Abstract
Autonomous robots for agricultural tasks have been researched to great extent in the past years as they could result in a great improvement of field efficiency. Navigating an open crop field still is a great challenge; RTK-GNSS is a excellent tool to track the robot’s position, but it needs precise mapping and planning while also being expensive and signal dependent. As such, onboard systems that can sense the field directly to guide the robot are a good alternative. Those systems detect the rows with adequate image techniques and estimate the position by applying algorithms to the obtained mask, such as the Hough transform or linear regression. In this paper, a direct approach is presented by training a neural network model to obtain the position of crop lines directly from an RGB image. While, usually, the camera in such systems are looking down to the field, a camera near the ground is proposed to take advantage of tunnels formed between rows. A simulation environment for evaluating both the model’s performance and camera placement was developed and made available in Github, and two datasets to train the models are proposed. The results are shown across different resolutions and stages of plant growth, indicating the system’s capabilities and limitations.
This study was financed in part by the Coordenação de Aperfeiçoamento de Pessoal de Nível Superior - Brasil (CAPES) - Finance Code 001; The National Council for Scientific and Technological Development - CNPq under project number 314121/2021-8; and Fundação de Apoio a Pesquisa do Rio de Janeiro (FAPERJ) - APQ1 Program - E-26/010.001551/2019.
Access provided by University of Notre Dame Hesburgh Library. Download conference paper PDF
Similar content being viewed by others
1 Introduction
The use of robotics in agriculture presents the possibility of improving the efficiency of the field, and at the same time increasing the production and quality of the crop. Autonomous robots are a good tool to deal with simple but long lasting tasks, such as monitoring the state of plants growth [1, 2], health and presence of plagues or invasive species [3, 4].
Real-time kinematics with Global Navigation Satellite System (RTK-GNSS) can provide, in open fields, an accurate position of the robot which can be used to navigate [4, 5]. While precise, this system does not describe the crop field itself, thus requiring precise mapping and route planning. RTK-GNSS can also be expensive to deploy [5, 6] in scale and be vulnerable to an unreliable or weak signal [1].
Crops are not always straight and plain, varying widely in topology due to the place’s geography, which makes navigation even harder [5], see Fig. 1. As such, onboard solutions for navigation gained traction and different techniques and sensors have been tested and developed. Onboard systems, such as LIDAR [4, 7], depth cameras and RGB cameras [6, 8], make the robot sense the field directly, allowing it to navigate between plantation rows accordingly.
In order to correctly navigate the field, an algorithm to detect the rows and spaces inbetween must be used. Convolutional Neural Networks (CNNs) have already been successful at distinguishing crops from lanes [9, 10]. In a similar way, this work employs a CNN, which is trained in images extracted from simulations and previous tests of the robot.
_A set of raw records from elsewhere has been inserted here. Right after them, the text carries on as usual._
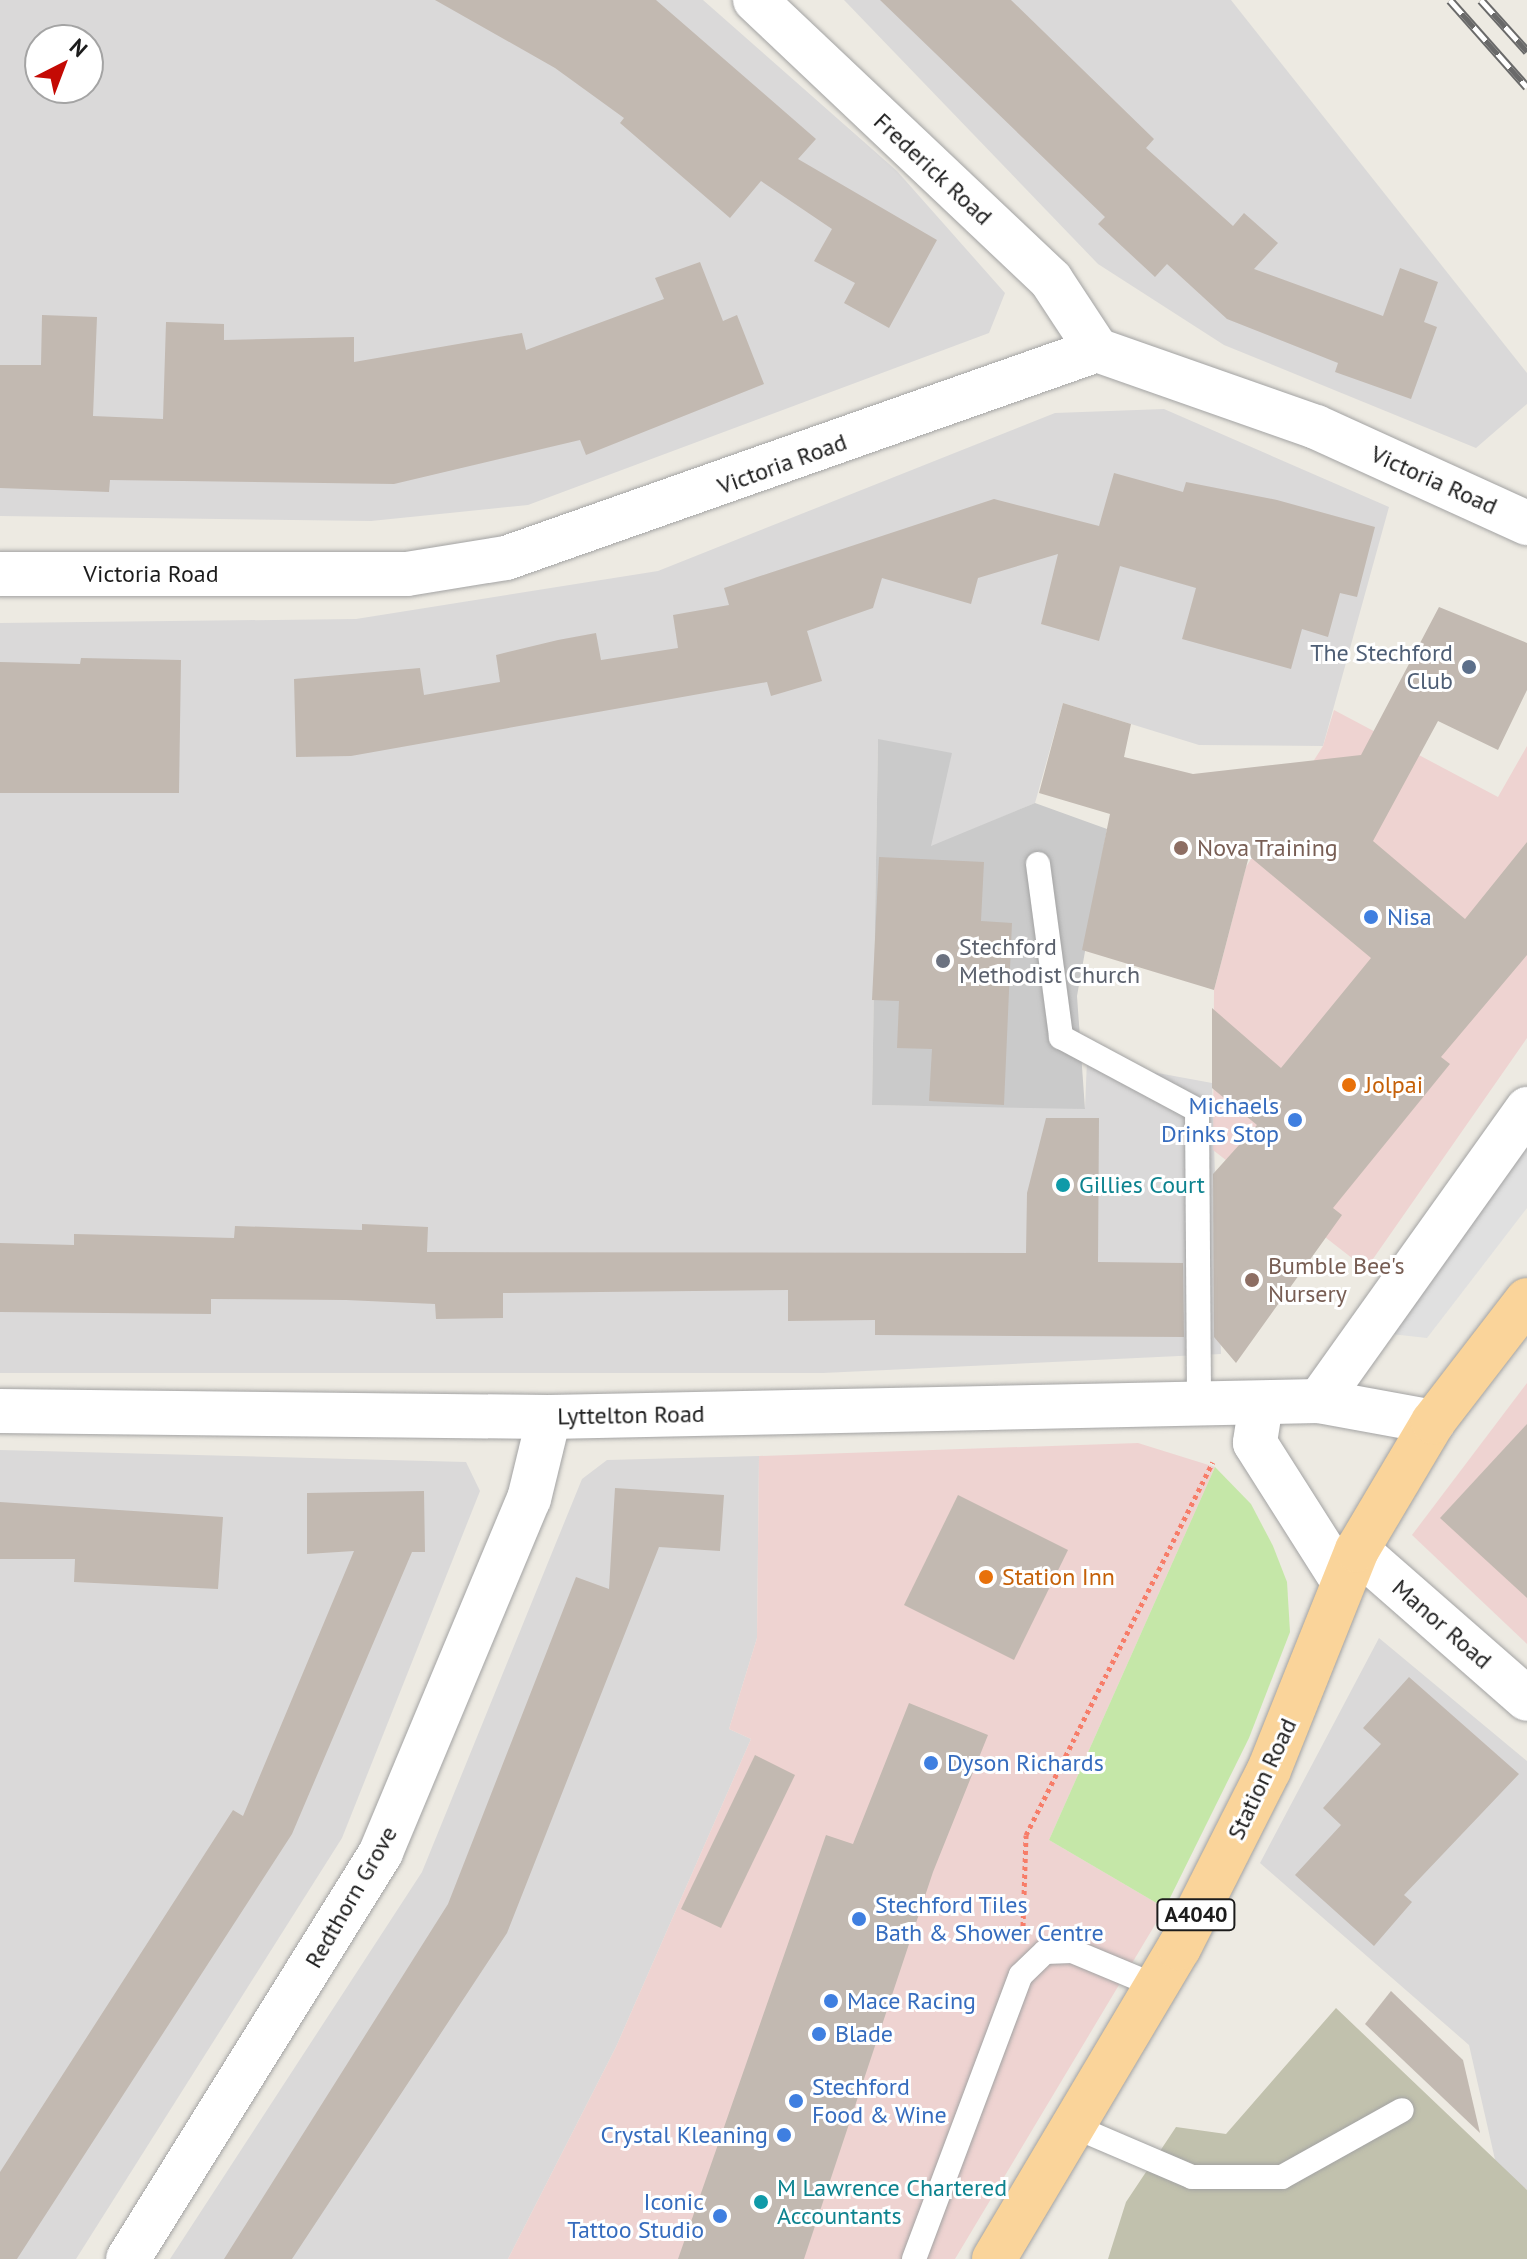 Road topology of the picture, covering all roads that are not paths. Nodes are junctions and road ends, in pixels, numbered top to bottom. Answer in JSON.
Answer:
{"nodes":[{"id":1,"x":755,"y":0,"type":"edge"},
{"id":2,"x":1097,"y":350,"type":"junction"},
{"id":3,"x":1527,"y":523,"type":"edge"},
{"id":4,"x":0,"y":574,"type":"edge"},
{"id":5,"x":1038,"y":864,"type":"dead end"},
{"id":6,"x":1527,"y":1109,"type":"edge"},
{"id":7,"x":1527,"y":1300,"type":"edge"},
{"id":8,"x":1319,"y":1401,"type":"junction"},
{"id":9,"x":1199,"y":1405,"type":"junction"},
{"id":10,"x":0,"y":1411,"type":"edge"},
{"id":11,"x":549,"y":1417,"type":"junction"},
{"id":12,"x":1433,"y":1422,"type":"junction"},
{"id":13,"x":1258,"y":1424,"type":"junction"},
{"id":14,"x":1350,"y":1565,"type":"junction"},
{"id":15,"x":1527,"y":1699,"type":"edge"},
{"id":16,"x":1156,"y":1986,"type":"junction"},
{"id":17,"x":1402,"y":2110,"type":"dead end"},
{"id":18,"x":1073,"y":2126,"type":"junction"},
{"id":19,"x":128,"y":2259,"type":"edge"},
{"id":20,"x":914,"y":2259,"type":"edge"},
{"id":21,"x":994,"y":2259,"type":"edge"}],
"edges":[{"from":1,"to":2,"type":"street","name":"Frederick Road"},
{"from":2,"to":3,"type":"street","name":"Victoria Road"},
{"from":2,"to":4,"type":"street","name":"Victoria Road"},
{"from":5,"to":9,"type":"lane"},
{"from":6,"to":8,"type":"street"},
{"from":7,"to":12,"type":"main road","name":"Station Road","number":"A4040"},
{"from":8,"to":12,"type":"street","name":"Lyttelton Road"},
{"from":8,"to":13,"type":"street","name":"Lyttelton Road"},
{"from":9,"to":11,"type":"street","name":"Lyttelton Road"},
{"from":9,"to":13,"type":"street","name":"Lyttelton Road"},
{"from":10,"to":11,"type":"street","name":"Lyttelton Road"},
{"from":11,"to":19,"type":"street","name":"Redthorn Grove"},
{"from":12,"to":14,"type":"main road","name":"Station Road","number":"A4040"},
{"from":13,"to":14,"type":"street"},
{"from":14,"to":15,"type":"street","name":"Manor Road"},
{"from":14,"to":16,"type":"main road","name":"Station Road","number":"A4040"},
{"from":16,"to":18,"type":"main road","name":"Station Road","number":"A4040"},
{"from":16,"to":20,"type":"lane"},
{"from":17,"to":18,"type":"lane"},
{"from":18,"to":21,"type":"main road","name":"Station Road","number":"A4040"}]}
Given a segmented image, techniques such as Linear regression [5, 11], can be applied to extract steering commands to guide the robot. This work aims to extract directly from the image, using a CNN, the steering directions, leveraging the model’s capacity of feature extraction to guide the robot more directly.
The previously developed robot is a differential drive design, developed to work across soybean and cotton fields, Fig. 2. The original hardware has three Logitech C270 cameras for navigation, one up top looking down and one in each front wheel, two Intel RealSense D435i RGB-D cameras used for plant analysis and two GPS modules, all controlled by an Intel NUC7i5BNK running Ubuntu 18.04 LTS and ROS Melodic.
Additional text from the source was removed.